* Dataset entries *
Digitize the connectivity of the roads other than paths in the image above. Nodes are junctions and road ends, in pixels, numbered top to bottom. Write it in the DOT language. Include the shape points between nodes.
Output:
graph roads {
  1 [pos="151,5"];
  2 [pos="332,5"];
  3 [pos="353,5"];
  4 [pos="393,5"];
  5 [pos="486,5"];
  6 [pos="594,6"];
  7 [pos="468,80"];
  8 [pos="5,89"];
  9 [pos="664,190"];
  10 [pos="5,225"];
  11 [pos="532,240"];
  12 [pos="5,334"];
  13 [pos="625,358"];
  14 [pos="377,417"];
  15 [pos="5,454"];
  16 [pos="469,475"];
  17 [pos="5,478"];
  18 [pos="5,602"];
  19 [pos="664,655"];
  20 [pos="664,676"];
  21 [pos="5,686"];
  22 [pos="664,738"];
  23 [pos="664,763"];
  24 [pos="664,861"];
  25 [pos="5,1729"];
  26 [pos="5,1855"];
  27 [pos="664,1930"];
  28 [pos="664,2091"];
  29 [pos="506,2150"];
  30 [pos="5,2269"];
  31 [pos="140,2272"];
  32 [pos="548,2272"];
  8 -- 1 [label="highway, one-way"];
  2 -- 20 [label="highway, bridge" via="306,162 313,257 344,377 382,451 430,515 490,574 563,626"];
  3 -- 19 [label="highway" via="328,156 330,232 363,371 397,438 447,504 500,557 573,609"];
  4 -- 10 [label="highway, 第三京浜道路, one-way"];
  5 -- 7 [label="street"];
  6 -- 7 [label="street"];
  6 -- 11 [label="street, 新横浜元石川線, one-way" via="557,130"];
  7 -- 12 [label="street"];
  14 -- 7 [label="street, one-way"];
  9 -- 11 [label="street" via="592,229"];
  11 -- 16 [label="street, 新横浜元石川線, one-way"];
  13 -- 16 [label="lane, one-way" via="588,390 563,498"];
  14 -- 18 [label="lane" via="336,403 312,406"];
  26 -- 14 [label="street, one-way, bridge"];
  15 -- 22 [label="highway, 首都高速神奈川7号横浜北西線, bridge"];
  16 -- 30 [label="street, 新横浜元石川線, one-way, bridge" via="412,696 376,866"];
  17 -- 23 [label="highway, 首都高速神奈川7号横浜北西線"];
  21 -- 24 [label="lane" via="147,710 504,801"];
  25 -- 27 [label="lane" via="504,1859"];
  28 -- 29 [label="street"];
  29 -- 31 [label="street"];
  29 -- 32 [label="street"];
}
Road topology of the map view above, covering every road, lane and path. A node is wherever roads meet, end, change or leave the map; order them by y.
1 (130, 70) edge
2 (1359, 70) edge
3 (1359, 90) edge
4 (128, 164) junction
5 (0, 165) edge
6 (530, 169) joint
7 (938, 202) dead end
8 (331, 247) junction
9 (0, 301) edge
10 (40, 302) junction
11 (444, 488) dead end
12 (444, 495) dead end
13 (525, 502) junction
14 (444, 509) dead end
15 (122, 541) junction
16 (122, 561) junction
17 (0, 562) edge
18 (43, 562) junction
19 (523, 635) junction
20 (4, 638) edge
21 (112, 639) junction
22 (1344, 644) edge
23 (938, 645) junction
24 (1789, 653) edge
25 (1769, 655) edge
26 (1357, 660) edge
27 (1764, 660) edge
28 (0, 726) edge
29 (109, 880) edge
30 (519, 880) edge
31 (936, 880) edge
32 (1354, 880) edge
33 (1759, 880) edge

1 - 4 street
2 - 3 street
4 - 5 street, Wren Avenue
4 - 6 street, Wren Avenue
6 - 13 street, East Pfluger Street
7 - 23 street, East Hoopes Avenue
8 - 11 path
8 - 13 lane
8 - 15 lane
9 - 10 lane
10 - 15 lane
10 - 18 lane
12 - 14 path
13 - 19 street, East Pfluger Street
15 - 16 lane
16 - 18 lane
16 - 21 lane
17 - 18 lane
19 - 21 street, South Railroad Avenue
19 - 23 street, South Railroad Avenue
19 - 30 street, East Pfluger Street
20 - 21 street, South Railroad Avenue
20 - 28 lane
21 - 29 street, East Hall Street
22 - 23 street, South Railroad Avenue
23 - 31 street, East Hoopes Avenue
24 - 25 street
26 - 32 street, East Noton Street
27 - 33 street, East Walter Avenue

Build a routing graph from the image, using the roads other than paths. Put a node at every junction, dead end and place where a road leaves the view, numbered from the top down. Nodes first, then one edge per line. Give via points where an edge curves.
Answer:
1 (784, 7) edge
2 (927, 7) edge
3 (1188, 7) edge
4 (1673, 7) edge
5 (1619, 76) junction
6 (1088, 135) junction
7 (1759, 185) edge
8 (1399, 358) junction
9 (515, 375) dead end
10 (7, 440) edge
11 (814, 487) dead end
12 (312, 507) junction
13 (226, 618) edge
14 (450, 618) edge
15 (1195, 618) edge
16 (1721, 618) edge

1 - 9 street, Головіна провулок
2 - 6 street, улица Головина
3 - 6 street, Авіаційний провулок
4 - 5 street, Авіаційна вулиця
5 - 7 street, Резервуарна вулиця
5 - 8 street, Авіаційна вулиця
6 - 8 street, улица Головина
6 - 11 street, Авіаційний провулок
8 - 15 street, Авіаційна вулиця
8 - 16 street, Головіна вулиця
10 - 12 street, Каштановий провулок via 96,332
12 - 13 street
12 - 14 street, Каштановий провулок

* Exercise objective *
Across the records above, count the lines holding "numbered" and write down only that count.

* Exercise answer *
2